During a “Friends of Ireland” luncheon at Capitol Hill on Wednesday, President Donald Trump gave a vision for the United States’ space program, and praised former President John F. Kennedy for his lofty space ambitions.
“We’re looking at Mars by the way, in case anybody hasn’t seen,” Trump told the crowd. “Trying to top him (Kennedy).”
President John F. Kennedy announced his goal of putting a man on the moon in a speech to Congress in May 1961.
“Kennedy called for an ambitious space exploration program that included not just missions to put astronauts on the moon, but also a Rover nuclear rocket, weather satellites and other space projects,” Space.com reported.
Before he was assassinated in 1963, Kennedy encouraged the U.S. to win the “space race” with the Soviet Union. Six years after Kennedy’s death, NASA’s Apollo 11 mission landed the first two humans on the moon on July 20, 1969.
At Friends of Ireland luncheon, Pres.
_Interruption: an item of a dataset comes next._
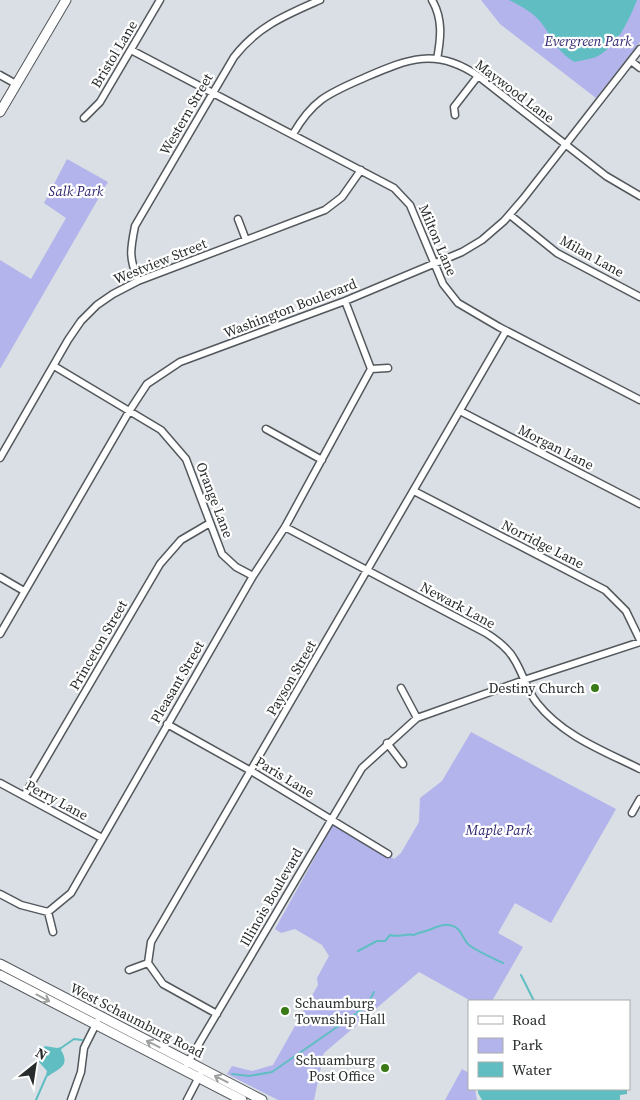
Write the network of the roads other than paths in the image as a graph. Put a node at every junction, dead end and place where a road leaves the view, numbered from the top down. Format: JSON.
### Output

Trump praises JFK for setting U.S.'s sights on reaching the moon. "We're looking at Mars, by the way…We're trying to top him." https://t.co/NkJuIoh4fP pic.twitter.com/0AA6ZV07gx
— ABC News (@ABC) March 15, 2018
Trump admires Kennedy’s success, and plans to top it.
“Very soon we’re going to Mars. You wouldn’t be going to Mars if my opponent won, that I can tell you. You wouldn’t even be thinking about it,” he said.
“We’re going to get there,” the president continued. “It’s moving along pretty good. A lot of things have happened, Mike, having to do with that subject. Way ahead of schedule.”
According to The Hill, a return trip to the moon and an eventual trip to Mars has been a primary goal of Trump’s space policy. With that goal in mind, in December Trump re-established the National Space Council, which advises the president on space policy.
Vice President Pence was chosen as the point person on Trump’s space exploration ambitions.
Trump’s speech comes in the wake of new research findings released from NASA regarding the effects a lengthy trip to Mars may have on a human body.
Dubbed “The Twin Study,” NASA sent astronaut Scott Kelly, an identical twin, to space for one year to measure how space travel affects biological systems.
They found that Kelly’s DNA was altered while in space and is no longer identical to his twin brother, Mark Kelly.
“NASA has a grasp on what happens to the body after the standard-duration six-month missions aboard the International Space Station, but Scott Kelly’s one-year mission is a stepping stone to a three-year mission to Mars,” a statement from NASA explained.
“Research from the landmark Twins Study will inform NASA’s Human Research Program studies for years to come, as NASA continues to prioritize the health and safety of astronauts on spaceflight missions.”